#### INFORMATION SUPPLIED

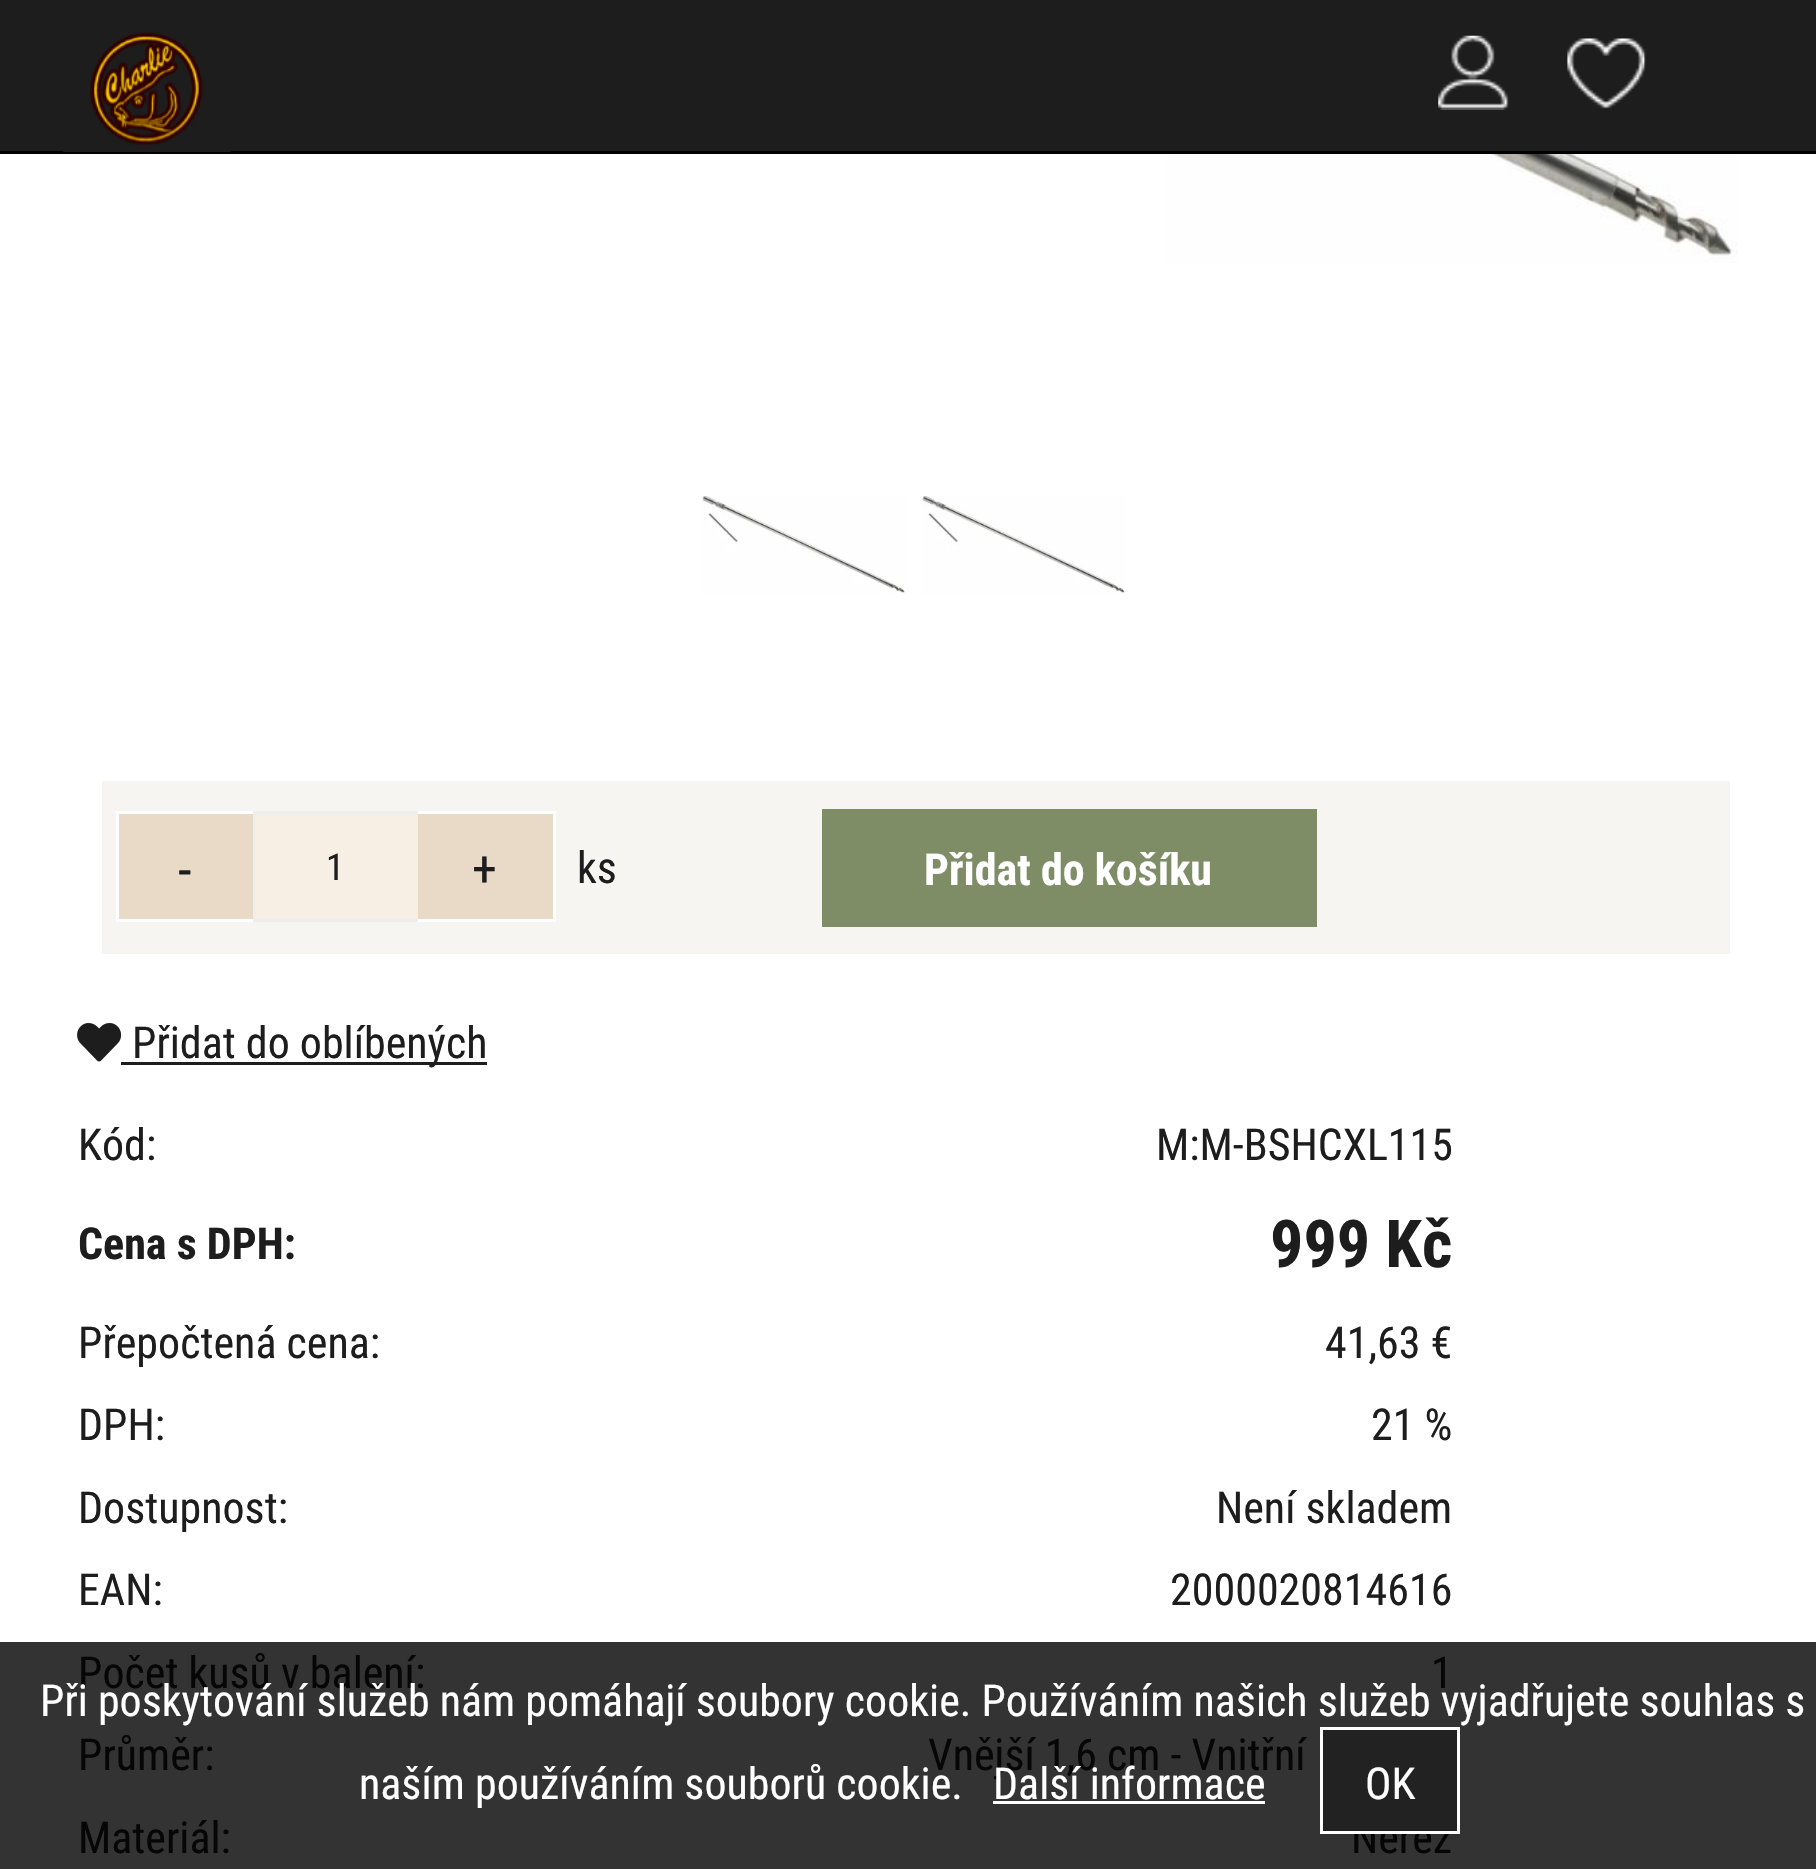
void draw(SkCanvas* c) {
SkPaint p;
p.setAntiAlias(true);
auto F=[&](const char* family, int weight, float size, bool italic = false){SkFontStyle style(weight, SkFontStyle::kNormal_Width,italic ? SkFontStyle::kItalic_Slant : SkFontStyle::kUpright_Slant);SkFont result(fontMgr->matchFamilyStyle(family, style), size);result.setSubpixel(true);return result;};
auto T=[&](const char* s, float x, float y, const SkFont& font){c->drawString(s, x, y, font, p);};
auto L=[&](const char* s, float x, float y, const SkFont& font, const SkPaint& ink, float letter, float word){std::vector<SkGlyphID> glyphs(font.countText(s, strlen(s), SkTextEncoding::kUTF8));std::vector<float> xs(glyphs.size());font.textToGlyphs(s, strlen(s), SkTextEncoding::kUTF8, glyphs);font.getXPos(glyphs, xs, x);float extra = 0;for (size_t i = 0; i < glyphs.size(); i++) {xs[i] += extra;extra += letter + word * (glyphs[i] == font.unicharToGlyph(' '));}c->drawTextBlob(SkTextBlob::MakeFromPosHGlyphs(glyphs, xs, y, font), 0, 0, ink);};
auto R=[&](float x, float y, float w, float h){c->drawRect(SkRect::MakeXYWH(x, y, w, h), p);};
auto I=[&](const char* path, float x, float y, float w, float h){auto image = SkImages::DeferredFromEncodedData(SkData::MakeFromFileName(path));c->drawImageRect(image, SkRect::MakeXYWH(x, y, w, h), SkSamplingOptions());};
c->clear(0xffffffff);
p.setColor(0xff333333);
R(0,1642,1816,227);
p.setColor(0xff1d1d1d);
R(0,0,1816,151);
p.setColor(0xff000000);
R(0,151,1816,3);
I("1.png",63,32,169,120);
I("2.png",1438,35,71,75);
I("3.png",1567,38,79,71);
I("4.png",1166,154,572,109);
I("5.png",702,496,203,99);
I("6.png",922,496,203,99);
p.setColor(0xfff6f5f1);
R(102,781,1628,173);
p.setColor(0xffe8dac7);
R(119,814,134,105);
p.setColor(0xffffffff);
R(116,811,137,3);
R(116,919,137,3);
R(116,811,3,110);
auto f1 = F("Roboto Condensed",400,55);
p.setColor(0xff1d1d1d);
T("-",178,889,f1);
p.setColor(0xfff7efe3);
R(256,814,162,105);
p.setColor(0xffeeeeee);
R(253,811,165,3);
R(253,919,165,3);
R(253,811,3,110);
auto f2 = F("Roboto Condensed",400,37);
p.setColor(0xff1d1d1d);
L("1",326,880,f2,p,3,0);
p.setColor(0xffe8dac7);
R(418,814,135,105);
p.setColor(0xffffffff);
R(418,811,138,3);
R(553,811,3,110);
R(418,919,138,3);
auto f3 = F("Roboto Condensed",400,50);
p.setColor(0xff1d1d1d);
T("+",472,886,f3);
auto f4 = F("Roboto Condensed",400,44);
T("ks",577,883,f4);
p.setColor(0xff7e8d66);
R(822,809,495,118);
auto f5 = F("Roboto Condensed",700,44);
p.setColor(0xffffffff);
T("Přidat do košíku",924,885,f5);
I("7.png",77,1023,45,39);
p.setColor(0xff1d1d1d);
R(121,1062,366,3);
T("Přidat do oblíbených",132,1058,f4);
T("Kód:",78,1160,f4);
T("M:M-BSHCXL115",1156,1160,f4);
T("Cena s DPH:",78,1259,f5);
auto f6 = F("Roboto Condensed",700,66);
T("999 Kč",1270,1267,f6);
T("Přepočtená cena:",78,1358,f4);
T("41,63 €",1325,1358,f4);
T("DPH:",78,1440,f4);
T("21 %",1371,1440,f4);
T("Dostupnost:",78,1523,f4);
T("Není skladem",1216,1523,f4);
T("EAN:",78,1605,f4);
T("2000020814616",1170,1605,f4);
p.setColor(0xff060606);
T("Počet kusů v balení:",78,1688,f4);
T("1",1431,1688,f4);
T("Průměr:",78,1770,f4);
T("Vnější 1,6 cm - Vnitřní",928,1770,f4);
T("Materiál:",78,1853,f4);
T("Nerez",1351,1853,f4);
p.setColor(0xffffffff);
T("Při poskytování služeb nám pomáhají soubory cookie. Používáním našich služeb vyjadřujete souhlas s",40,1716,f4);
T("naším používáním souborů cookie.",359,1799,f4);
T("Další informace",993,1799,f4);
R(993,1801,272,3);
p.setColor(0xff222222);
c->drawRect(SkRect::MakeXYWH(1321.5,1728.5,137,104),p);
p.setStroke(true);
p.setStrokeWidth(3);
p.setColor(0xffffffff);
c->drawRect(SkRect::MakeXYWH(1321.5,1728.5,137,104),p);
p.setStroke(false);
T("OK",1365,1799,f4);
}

########

From the data above, how many lines contain the word "size"? Give the number alone.

2